The coarse Baum-Connes conjecture with filtered coefficients and product metric spaces

TL;DR

This paper introduces a generalized version of the coarse Baum-Connes conjecture with filtered coefficients, expanding its applicability to product metric spaces and providing new examples where the conjecture holds.

Contribution

It generalizes the coarse Baum-Connes conjecture using filtered coefficients, enabling the inclusion of product metric spaces and broadening the scope of the conjecture.

Findings

The conjecture with filtered coefficients is closed under products.

New examples of product metric spaces satisfying the conjecture are identified.

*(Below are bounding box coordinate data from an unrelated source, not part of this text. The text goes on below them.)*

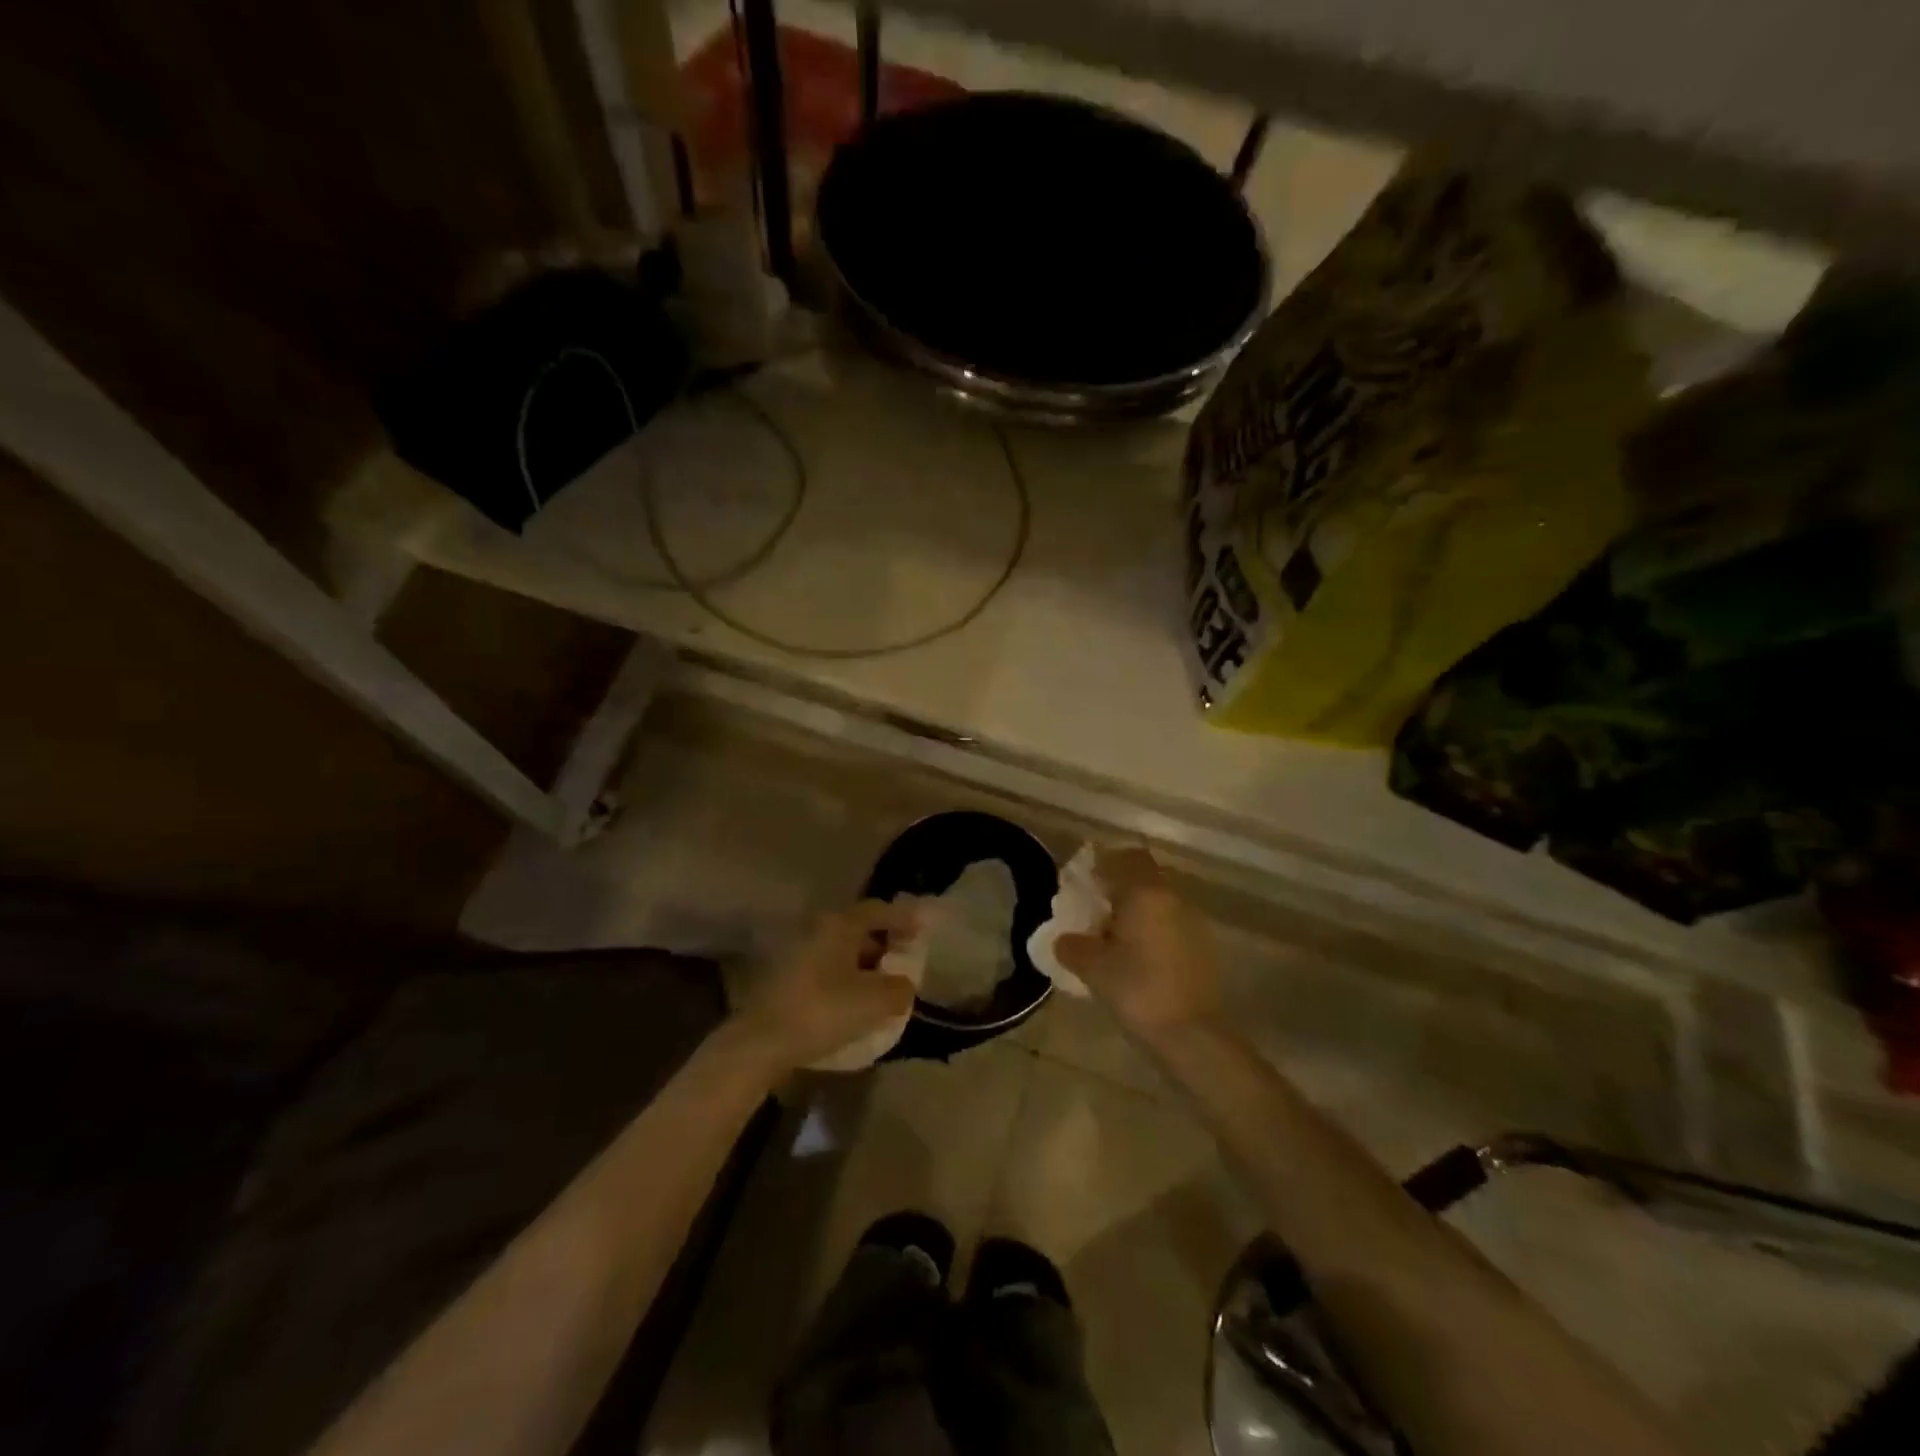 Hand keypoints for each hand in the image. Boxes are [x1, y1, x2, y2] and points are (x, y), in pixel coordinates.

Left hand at [732, 901, 919, 1072]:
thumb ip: (900, 988)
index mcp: (840, 925)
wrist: (763, 1042)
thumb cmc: (825, 1010)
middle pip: (858, 930)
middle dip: (884, 944)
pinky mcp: (788, 979)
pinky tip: (855, 1003)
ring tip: (883, 987)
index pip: (878, 911)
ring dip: (865, 965)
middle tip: (904, 961)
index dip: (903, 918)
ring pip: (841, 952)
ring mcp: (799, 954)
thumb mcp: (876, 1001)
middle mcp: (818, 930)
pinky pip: (828, 970)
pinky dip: (847, 979)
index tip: (923, 929)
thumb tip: (904, 985)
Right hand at [1054, 849, 1219, 1039]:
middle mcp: (1172, 898)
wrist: (1192, 1035)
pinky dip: (1152, 928)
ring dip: (1137, 908)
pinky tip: (1136, 955)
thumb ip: (1073, 946)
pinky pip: (1170, 923)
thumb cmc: (1137, 990)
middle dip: (1119, 885)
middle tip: (1094, 907)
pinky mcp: (1202, 947)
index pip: (1125, 858)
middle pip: (1144, 876)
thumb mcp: (1093, 968)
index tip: (1083, 881)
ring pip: (1159, 900)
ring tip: (1112, 935)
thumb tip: (1064, 939)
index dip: (1103, 864)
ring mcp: (1192, 922)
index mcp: (1145, 893) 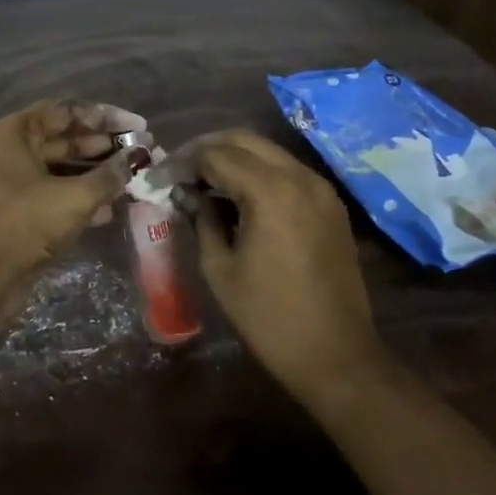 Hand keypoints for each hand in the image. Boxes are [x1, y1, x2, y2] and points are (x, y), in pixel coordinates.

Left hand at [0, 99, 145, 305]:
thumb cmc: (24, 223)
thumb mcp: (74, 197)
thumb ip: (110, 175)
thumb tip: (139, 158)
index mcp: (16, 133)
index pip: (64, 110)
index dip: (102, 116)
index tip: (136, 127)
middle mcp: (13, 151)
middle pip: (65, 137)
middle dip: (105, 145)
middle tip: (143, 152)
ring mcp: (16, 182)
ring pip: (64, 168)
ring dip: (98, 173)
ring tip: (135, 177)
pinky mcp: (22, 211)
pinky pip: (58, 194)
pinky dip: (84, 197)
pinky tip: (114, 208)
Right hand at [192, 130, 382, 410]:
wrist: (336, 355)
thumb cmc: (268, 316)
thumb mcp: (220, 268)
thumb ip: (202, 220)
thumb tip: (187, 194)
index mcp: (270, 191)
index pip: (216, 155)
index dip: (182, 162)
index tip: (159, 178)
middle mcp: (299, 177)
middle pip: (244, 140)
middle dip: (207, 149)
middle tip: (179, 171)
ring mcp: (321, 189)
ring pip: (268, 152)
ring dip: (233, 158)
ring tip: (204, 182)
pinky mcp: (331, 205)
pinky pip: (288, 171)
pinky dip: (258, 172)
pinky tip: (238, 196) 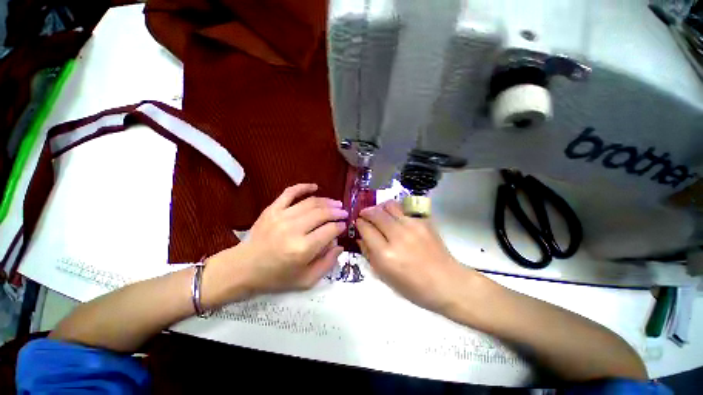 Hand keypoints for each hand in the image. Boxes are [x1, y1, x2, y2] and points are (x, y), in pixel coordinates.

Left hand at [203, 184, 346, 306]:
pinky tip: (315, 187)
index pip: (329, 230)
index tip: (344, 225)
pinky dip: (304, 187)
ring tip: (336, 203)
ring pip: (311, 202)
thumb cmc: (276, 277)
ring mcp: (281, 216)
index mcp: (303, 249)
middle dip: (337, 212)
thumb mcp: (306, 280)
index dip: (340, 226)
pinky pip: (290, 192)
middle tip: (343, 212)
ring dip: (327, 201)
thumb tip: (339, 244)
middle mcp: (294, 229)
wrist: (244, 268)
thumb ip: (327, 263)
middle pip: (322, 214)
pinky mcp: (272, 209)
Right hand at [356, 200, 475, 312]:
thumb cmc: (414, 287)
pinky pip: (405, 208)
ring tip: (380, 212)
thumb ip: (369, 254)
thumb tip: (361, 237)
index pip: (366, 229)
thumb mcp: (384, 277)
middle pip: (376, 214)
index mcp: (386, 255)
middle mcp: (398, 236)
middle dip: (366, 212)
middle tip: (365, 215)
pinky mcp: (424, 221)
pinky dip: (396, 209)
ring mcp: (413, 226)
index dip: (359, 223)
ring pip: (390, 205)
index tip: (358, 222)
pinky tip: (396, 216)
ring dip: (380, 207)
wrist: (448, 283) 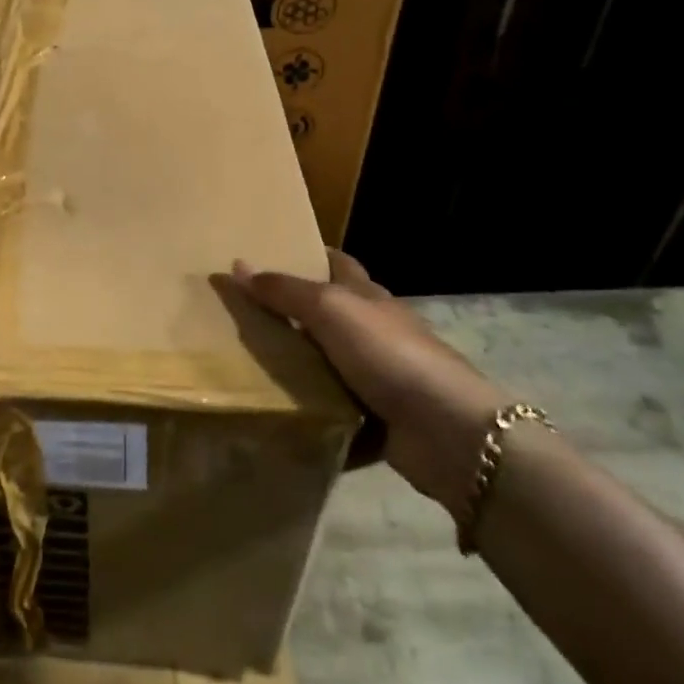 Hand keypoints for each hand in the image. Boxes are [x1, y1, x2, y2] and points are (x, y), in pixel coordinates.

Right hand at [232, 249, 507, 523]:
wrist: (444, 429)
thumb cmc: (388, 353)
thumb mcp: (330, 309)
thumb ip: (284, 290)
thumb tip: (238, 266)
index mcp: (368, 298)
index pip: (338, 264)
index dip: (311, 255)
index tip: (273, 253)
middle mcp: (374, 332)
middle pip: (329, 315)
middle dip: (293, 313)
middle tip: (242, 315)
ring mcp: (378, 377)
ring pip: (328, 364)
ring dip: (296, 366)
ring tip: (245, 366)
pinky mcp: (375, 418)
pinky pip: (332, 410)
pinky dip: (309, 412)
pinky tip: (276, 415) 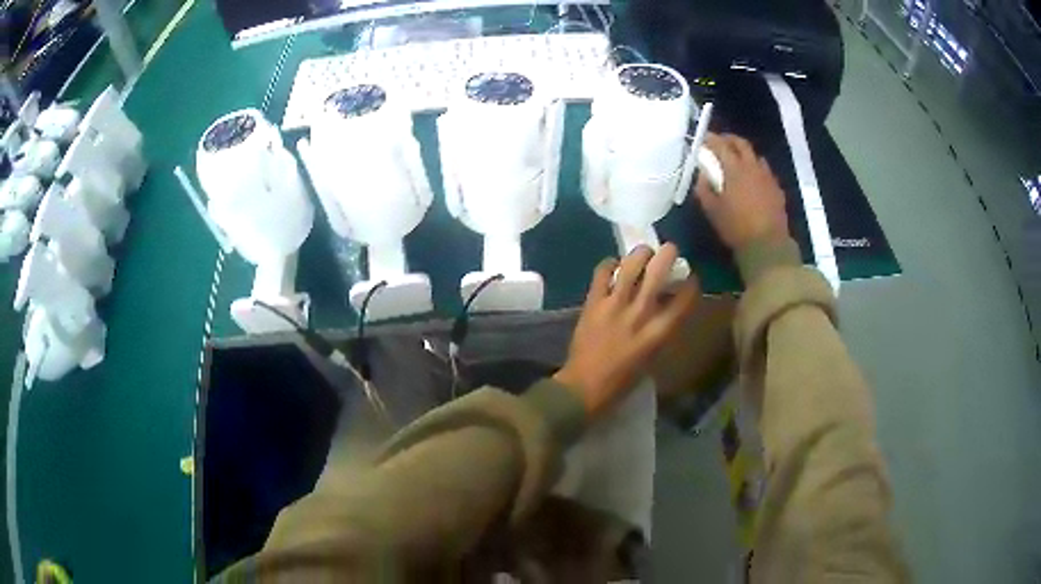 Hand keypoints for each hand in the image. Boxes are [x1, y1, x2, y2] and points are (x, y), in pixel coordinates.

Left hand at [554, 244, 698, 416]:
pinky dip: (609, 264)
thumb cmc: (622, 381)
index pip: (685, 299)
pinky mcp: (593, 302)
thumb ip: (661, 330)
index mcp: (659, 332)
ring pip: (631, 265)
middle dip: (668, 254)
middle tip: (670, 250)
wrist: (584, 387)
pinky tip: (614, 265)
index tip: (691, 277)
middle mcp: (640, 313)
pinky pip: (602, 272)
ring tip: (643, 253)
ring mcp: (615, 305)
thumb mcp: (652, 357)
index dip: (692, 283)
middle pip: (659, 271)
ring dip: (640, 253)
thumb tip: (666, 306)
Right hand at [694, 133, 789, 250]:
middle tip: (720, 142)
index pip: (720, 145)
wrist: (767, 245)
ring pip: (755, 155)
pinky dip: (756, 168)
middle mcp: (752, 167)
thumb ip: (704, 189)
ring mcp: (767, 177)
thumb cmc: (736, 227)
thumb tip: (702, 175)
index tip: (703, 137)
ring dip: (744, 153)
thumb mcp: (712, 211)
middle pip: (741, 143)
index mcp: (734, 169)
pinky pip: (765, 170)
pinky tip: (752, 178)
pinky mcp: (777, 188)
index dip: (710, 139)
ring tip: (737, 159)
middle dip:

The routes to the original conjecture also apply to the generalized version.

Abstract

Inspired by the quantitative $K$-theory, in this paper, we introduce the coarse Baum-Connes conjecture with filtered coefficients which generalizes the original conjecture. There are two advantages for the conjecture with filtered coefficients. Firstly, the routes toward the coarse Baum-Connes conjecture also work for the conjecture with filtered coefficients. Secondly, the class of metric spaces that satisfy the conjecture with filtered coefficients is closed under products and yet it is unknown for the original conjecture. As an application, we discover some new examples of product metric spaces for the coarse Baum-Connes conjecture.